UCDC Academic Internship Program

The UCDC program offers qualified undergraduate students from any major an exciting opportunity to combine course work, field research, and professional experience during a quarter's residence in our nation's capital, Washington D.C. Please visit our UCR events calendar to learn about upcoming information sessions.

Application Deadlines

Summer 2023: January 12, 2023
Fall 2023: April 6, 2023
Winter 2024: September 7, 2023
Spring 2024: November 9, 2023

Apply Here
Program Dates

Summer 2023: June 17 - Aug. 18, 2023
Fall 2023: Sep. 16 - Dec. 1, 2023
Winter 2024: Jan. 6 - Mar. 15, 2024
Spring 2024: Mar. 23 - June 7, 2024


UC Washington Center Tour


  • Courses

    You will participate in a required UCDC prep course, a core seminar of your choice (4 units), and a required 198i internship course (8-10 units). Elective courses (4 units) are optional. Most UCR students only take the 198i and the core seminar, as this is already a decent workload.
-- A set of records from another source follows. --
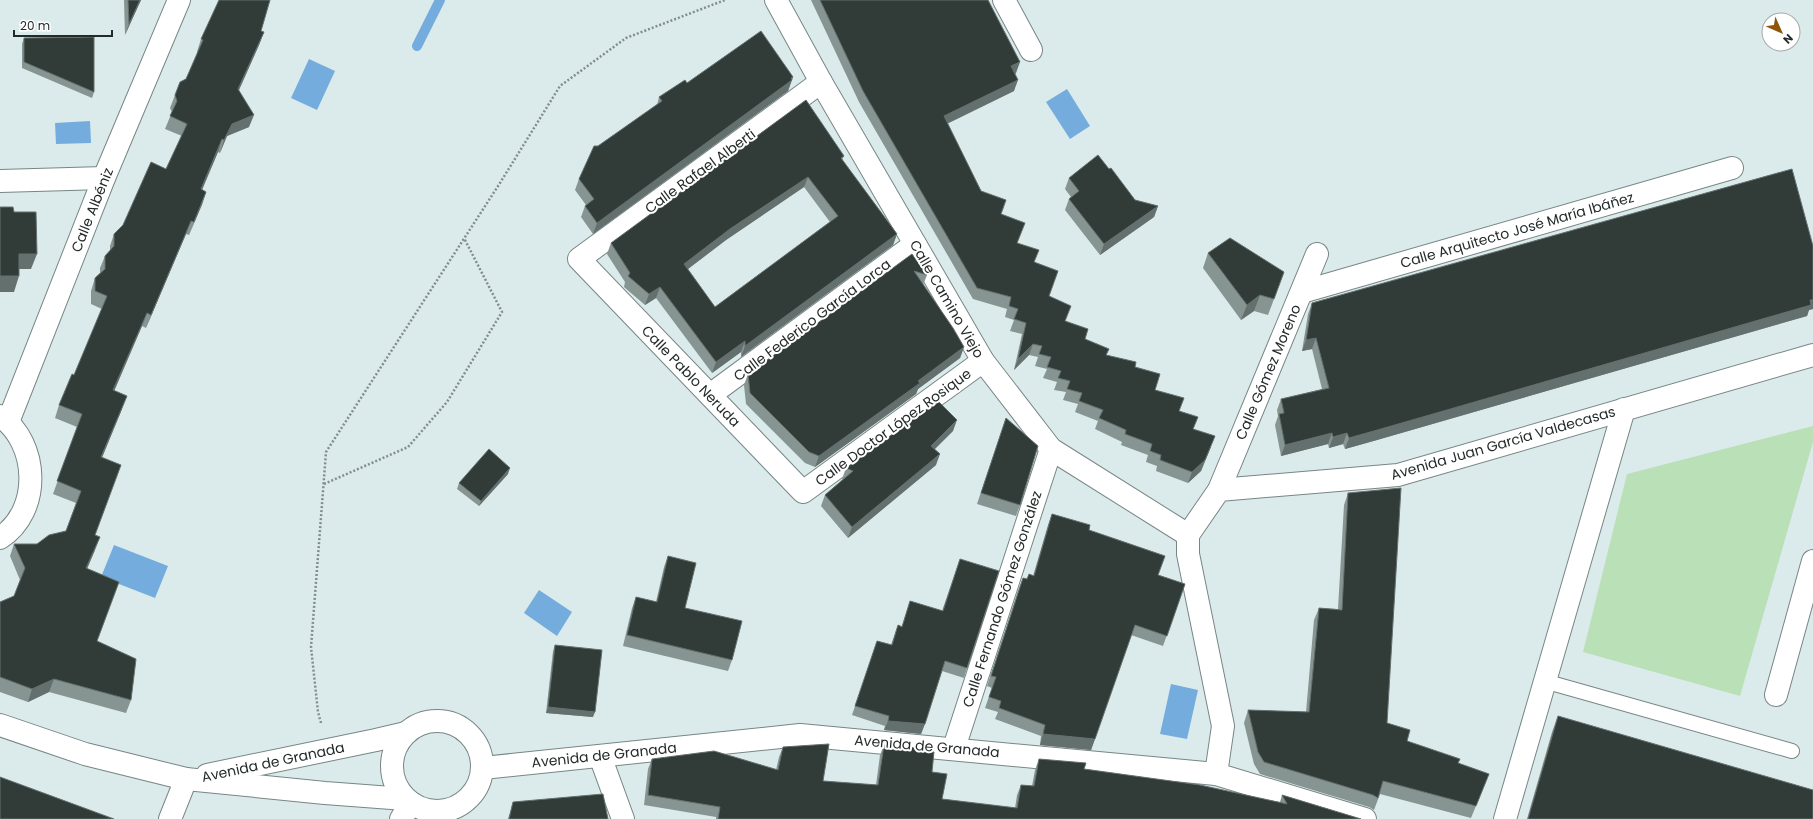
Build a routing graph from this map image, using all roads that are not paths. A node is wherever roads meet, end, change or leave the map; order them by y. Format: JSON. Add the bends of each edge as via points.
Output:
{"nodes":[{"id":1,"x":179,"y":0,"type":"edge"},
{"id":2,"x":776,"y":0,"type":"edge"},
{"id":3,"x":1004,"y":0,"type":"edge"},
{"id":4,"x":1031,"y":50,"type":"dead end"},
{"id":5,"x":821,"y":82,"type":"junction"},
{"id":6,"x":1732,"y":168,"type":"dead end"},
{"id":7,"x":104,"y":178,"type":"junction"},
{"id":8,"x":0,"y":181,"type":"edge"},
{"id":9,"x":915,"y":244,"type":"junction"},
{"id":10,"x":1317,"y":254,"type":"dead end"},
{"id":11,"x":579,"y":259,"type":"joint"},
{"id":12,"x":1302,"y":292,"type":"junction"},
{"id":13,"x":1813,"y":355,"type":"edge"},
{"id":14,"x":983,"y":361,"type":"junction"},
{"id":15,"x":710,"y":396,"type":"junction"},
{"id":16,"x":1624,"y":409,"type":"junction"},
{"id":17,"x":4,"y":419,"type":"edge"},
{"id":18,"x":1051,"y":449,"type":"junction"},
{"id":19,"x":1219,"y":490,"type":"junction"},
{"id":20,"x":803,"y":492,"type":"joint"},
{"id":21,"x":1188,"y":535,"type":"junction"},
{"id":22,"x":0,"y":538,"type":"edge"},
{"id":23,"x":1813,"y":561,"type":"edge"},
{"id":24,"x":1544,"y":681,"type":"junction"},
{"id":25,"x":1776,"y":696,"type":"dead end"},
{"id":26,"x":0,"y":725,"type":"edge"},
{"id":27,"x":406,"y":733,"type":"junction"},
{"id":28,"x":954,"y":748,"type":"junction"},
{"id":29,"x":1792,"y":751,"type":"dead end"},
{"id":30,"x":600,"y":756,"type":"junction"},
{"id":31,"x":483,"y":768,"type":"junction"},
{"id":32,"x":1216,"y":774,"type":"junction"},
{"id":33,"x":186,"y":779,"type":"junction"},
{"id":34,"x":406,"y":807,"type":"edge"},
{"id":35,"x":170,"y":819,"type":"edge"},
{"id":36,"x":623,"y":819,"type":"edge"},
{"id":37,"x":1365,"y":819,"type":"edge"},
{"id":38,"x":1504,"y":819,"type":"edge"}],
"edges":[{"from":1,"to":7,"type":"street","name":"Calle Albéniz"},
{"from":2,"to":5,"type":"street","name":"Calle Camino Viejo"},
{"from":3,"to":4,"type":"street"},
{"from":5,"to":9,"type":"street","name":"Calle Camino Viejo"},
{"from":5,"to":11,"type":"street","name":"Calle Rafael Alberti"},
{"from":6,"to":12,"type":"street","name":"Calle Arquitecto José María Ibáñez"},
{"from":7,"to":8,"type":"street"},
{"from":7,"to":17,"type":"street","name":"Calle Albéniz"},
{"from":9,"to":14,"type":"street","name":"Calle Camino Viejo"},
{"from":9,"to":15,"type":"street","name":"Calle Federico García Lorca"},
{"from":10,"to":12,"type":"street","name":"Calle Gómez Moreno"},
{"from":11,"to":15,"type":"street","name":"Calle Pablo Neruda"},
{"from":12,"to":19,"type":"street","name":"Calle Gómez Moreno"},
{"from":13,"to":16,"type":"street","name":"Avenida Juan García Valdecasas"},
{"from":14,"to":18,"type":"street","name":"Calle Camino Viejo"},
{"from":14,"to":20,"type":"street","name":"Calle Doctor López Rosique"},
{"from":15,"to":20,"type":"street","name":"Calle Pablo Neruda"},
{"from":16,"to":19,"type":"street","name":"Avenida Juan García Valdecasas","via":[[1398,475]]},
{"from":16,"to":24,"type":"street"},
{"from":17,"to":22,"type":"street","via":[[23,442],[31,466],[30,490],[22,514]]},
{"from":18,"to":21,"type":"street","name":"Calle Camino Viejo"},
{"from":18,"to":28,"type":"street","name":"Calle Fernando Gómez González"},
{"from":19,"to":21,"type":"street"},
{"from":21,"to":32,"type":"street","via":[[1188,554],[1223,726]]},
{"from":23,"to":25,"type":"street"},
{"from":24,"to":29,"type":"lane"},
{"from":24,"to":38,"type":"street"},
{"from":26,"to":33,"type":"street","name":"Avenida de Granada","via":[[85,754]]},
{"from":27,"to":31,"type":"street","via":[[413,727],[429,721],[444,721],[463,728],[478,745]]},
{"from":27,"to":33,"type":"street","name":"Avenida de Granada"},
{"from":27,"to":34,"type":"street","via":[[400,739],[392,760],[392,774]]},
{"from":28,"to":30,"type":"street","name":"Avenida de Granada","via":[[800,735]]},
{"from":28,"to":32,"type":"street","name":"Avenida de Granada"},
{"from":30,"to":31,"type":"street","name":"Avenida de Granada"},
{"from":30,"to":36,"type":"street"},
{"from":31,"to":34,"type":"street","via":[[474,792],[460,805],[445,811]]},
{"from":32,"to":37,"type":"street","name":"Avenida de Granada"},
{"from":33,"to":34,"type":"street","name":"Avenida de Granada","via":[[324,793]]},
{"from":33,"to":35,"type":"street"}]}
Please contact your UCR academic advisor to begin discussing how the UCDC courses you plan to take will fit into your overall UCR academic plan.

    Students will be enrolled in 12 units minimum/18 units maximum per quarter. The unit breakdown varies by student.

    During the summer, the UCDC program only offers an internship course for credit. Students may also choose to participate in the program without enrolling in any academic credit. Students must enroll in at least 8 units during the summer to be eligible for financial aid.

    UCDC Prep Course (0 units P/NP)

    This is a preparatory course you will take before leaving for your UCDC program. It will guide you through all the required steps you will need to find internships of interest, prepare your application materials, hone your interview skills, choose and be prepared for UCDC courses, and get the most out of your internship. It will also inform you about the support services and other programming the DC Center offers to ensure you have a successful UCDC experience.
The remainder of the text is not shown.